The radiation dose from a dirty bomb would likely be relatively small, says the Rochester health scientist. Even a potent dirty bomb, consisting of a radioactive cobalt-60 rod used for food irradiation, for example, would deliver an average dose of a few tenths of a rem for people within a half-mile radius, he says. (A rem is a unit of radiation dose.) This compares to the 0.3-0.4 rem average dose per year that a person receives from natural sources, and 5 rem, the typical annual dose limit for nuclear and radiation workers (most radiation workers receive less than 1 rem of exposure annually).
Some recent news accounts have predicted that dirty bombs would cause a small amount of additional cancer cases. However, Karam says these estimates are all based on a faulty assumption.

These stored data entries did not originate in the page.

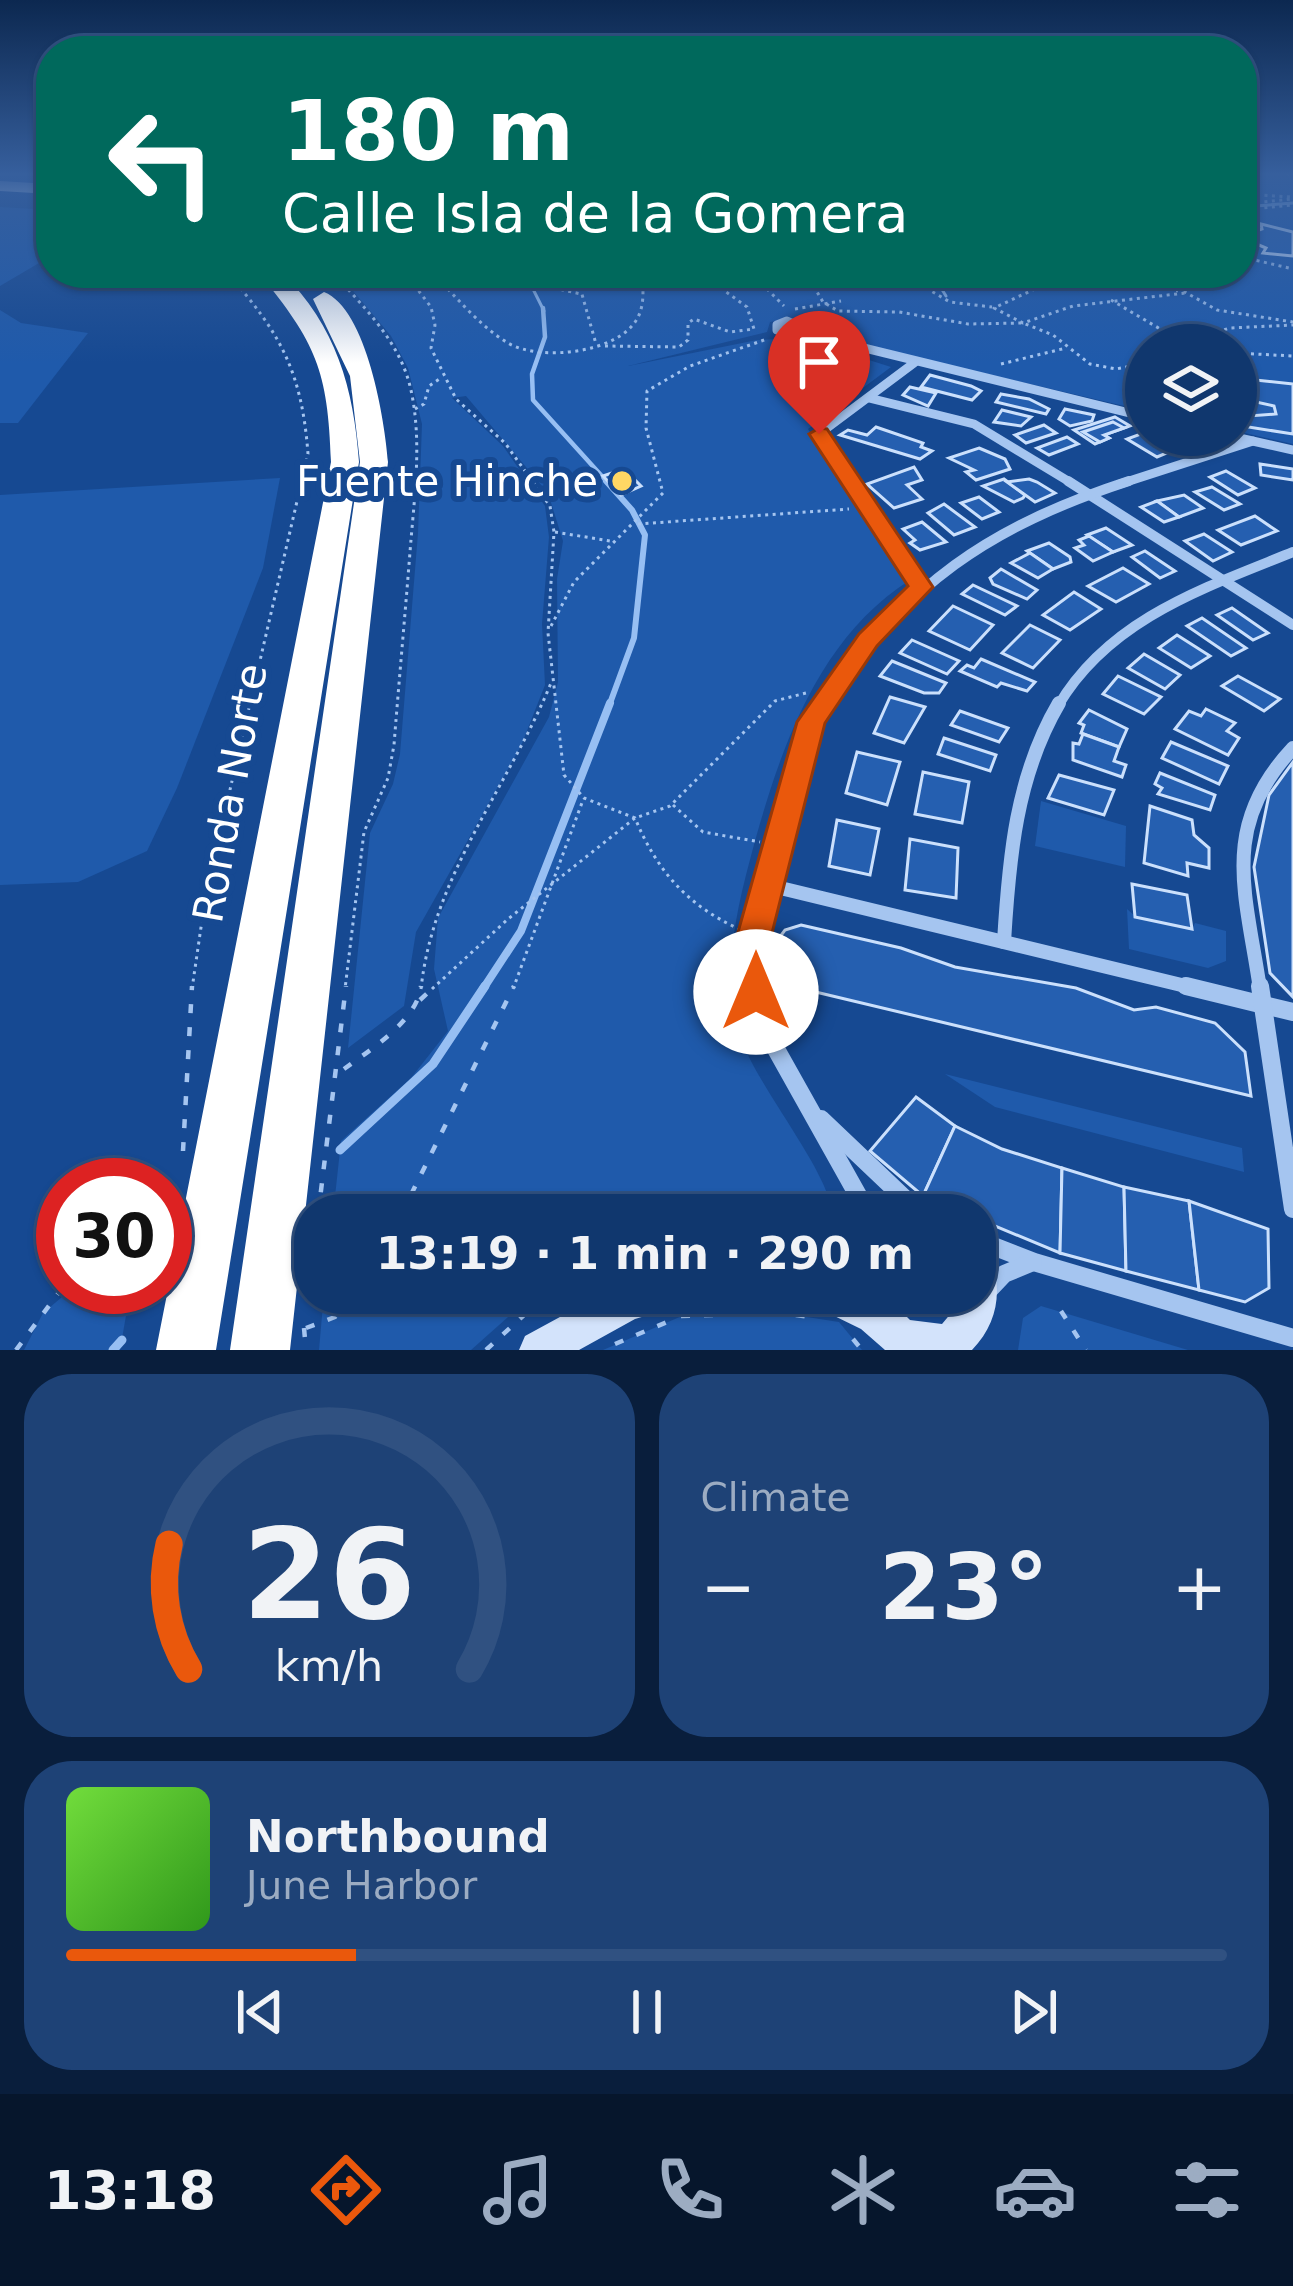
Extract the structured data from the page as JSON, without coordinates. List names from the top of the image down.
{
  "streets": {
    "highway": ["Ronda Norte"]
  },
  "places": ["Fuente Hinche"],
  "page": {
    "turn": ["180 m", "Calle Isla de la Gomera"],
    "limit": "30",
    "trip": "13:19 · 1 min · 290 m",
    "tile": "Climate",
    "heat": ["−", "23°", "+"],
    "song": ["Northbound", "June Harbor"],
    "tabs": "13:18",
    "gauge": ["26", "km/h"]
  }
}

"They are based on the use of a concept called 'collective dose,' the concept that exposing a large number of people to very low levels of radiation will result in a certain number of cancer deaths," he explains. "By analogy, we can say that throwing one small stone at each of a million people will result in crushing one or two people because the combined weight of all the stones adds up to a ton, which is enough to crush someone."
Karam notes that the Health Physics Society, a professional organization comprised of over 6,000 radiation safety professionals, has advised against calculating risk from exposure to low levels of radiation (less than 10 rem). The International Council on Radiation Protection (ICRP) has similarly advised against calculating risk to populations when the highest-exposed person in that population receives a small dose.

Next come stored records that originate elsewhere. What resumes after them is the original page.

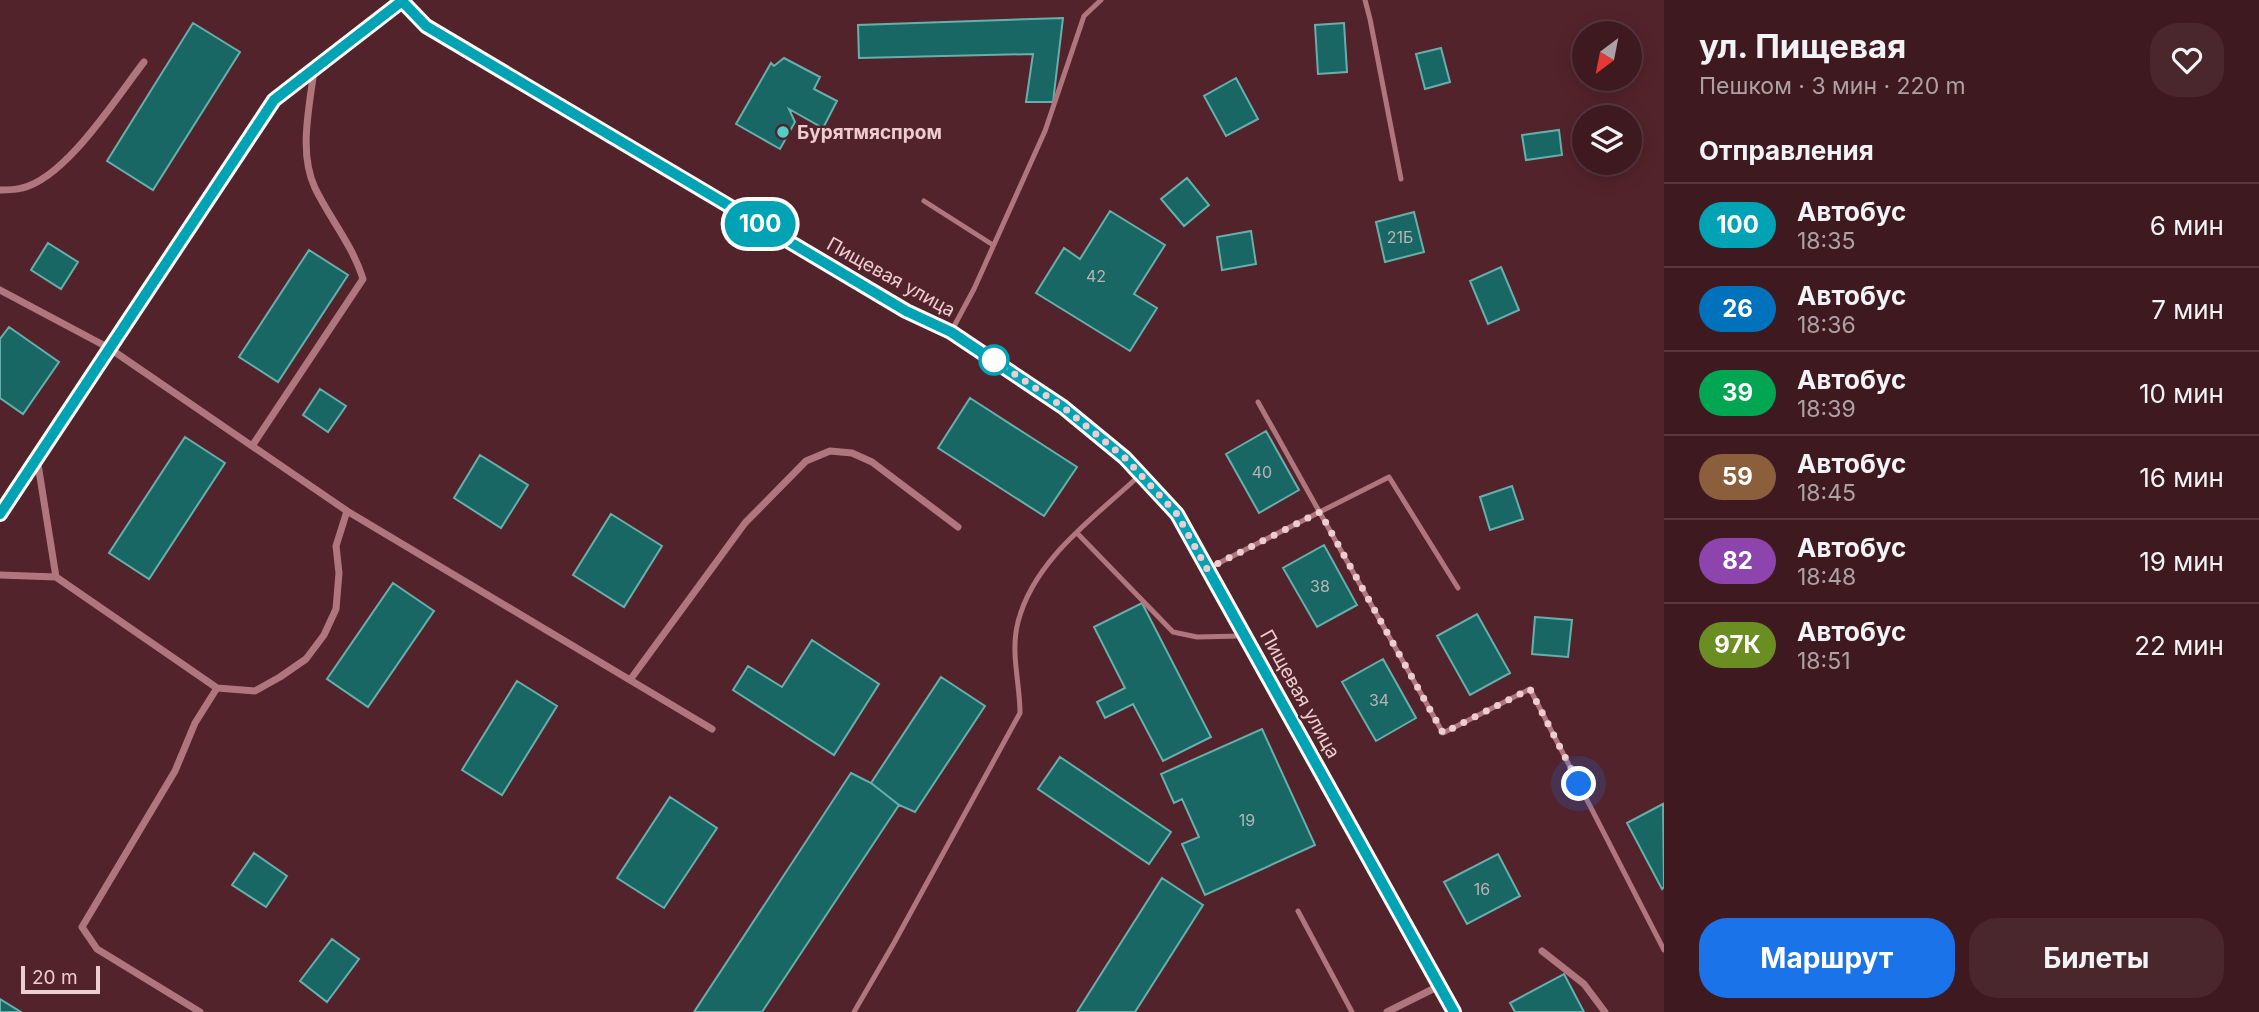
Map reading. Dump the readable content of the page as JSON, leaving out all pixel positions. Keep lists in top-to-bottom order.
{
  "streets": {
    "main road": ["Пищевая улица"]
  },
  "places": ["Бурятмяспром"],
  "lines": ["bus line 100"],
  "house_numbers": [
    "21Б",
    "42",
    "40",
    "38",
    "34",
    "19",
    "16"
  ],
  "scale_bar": "20 m",
  "north": "bottom left",
  "page": {
    "on_map": "100",
    "heading": [
      ["ул. Пищевая", "Пешком · 3 мин · 220 m"],
      "Отправления"
    ],
    "list": [
      {
        "mark": "100",
        "name": "Автобус",
        "note": "18:35",
        "value": "6 мин"
      },
      {
        "mark": "26",
        "name": "Автобус",
        "note": "18:36",
        "value": "7 мин"
      },
      {
        "mark": "39",
        "name": "Автобус",
        "note": "18:39",
        "value": "10 мин"
      },
      {
        "mark": "59",
        "name": "Автобус",
        "note": "18:45",
        "value": "16 мин"
      },
      {
        "mark": "82",
        "name": "Автобус",
        "note": "18:48",
        "value": "19 мин"
      },
      {
        "mark": "97К",
        "name": "Автобус",
        "note": "18:51",
        "value": "22 мин"
      }
    ],
    "buttons": ["Маршрут", "Билеты"],
    "scale": "20 m"
  }
}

"The radiation exposure to people in the wake of a radiological attack is much less than the doses to which both the Health Physics Society and the ICRP refer," Karam says.
Why do these organizations advise against making such estimates for low doses? The only comprehensive data for calculating radiation-based cancer risks comes from the Hiroshima and Nagasaki populations surviving the two atomic bombs dropped by the U.S. These populations were exposed to relatively large radiation doses. The problem occurs when people try to extrapolate the cancer risks from these doses-tens to hundreds of rems-to the relatively low dose of a dirty bomb.
Extrapolating in this way from high-dose to low-dose assumes that cancer risk is linear-in other words, the lower the dose, the lower the cancer risk-and has no threshold-that is, the risk of cancer can occur no matter how low the radiation dose.
However, researchers have been finding evidence against this linear, no-threshold hypothesis, according to Karam. In fact, some evidence exists that there is a threshold-a minimum radiation dose-for causing cancer, he says.
Government radiation exposure standards, such as those from the Environmental Protection Agency, are currently based on the linear, no-threshold hypothesis, because it is the most pessimistic scenario. Because of these standards, mass evacuations and large cleanup costs would result from a dirty bomb. But in the unfortunate event of a dirty bomb, he says, the biggest enemy is fear. Radiation officers would be able to measure radiation levels fairly quickly and assess the situation. According to all imaginable scenarios, the public would suffer no measurable health risks by taking a few extra moments to evacuate the affected area in an orderly fashion.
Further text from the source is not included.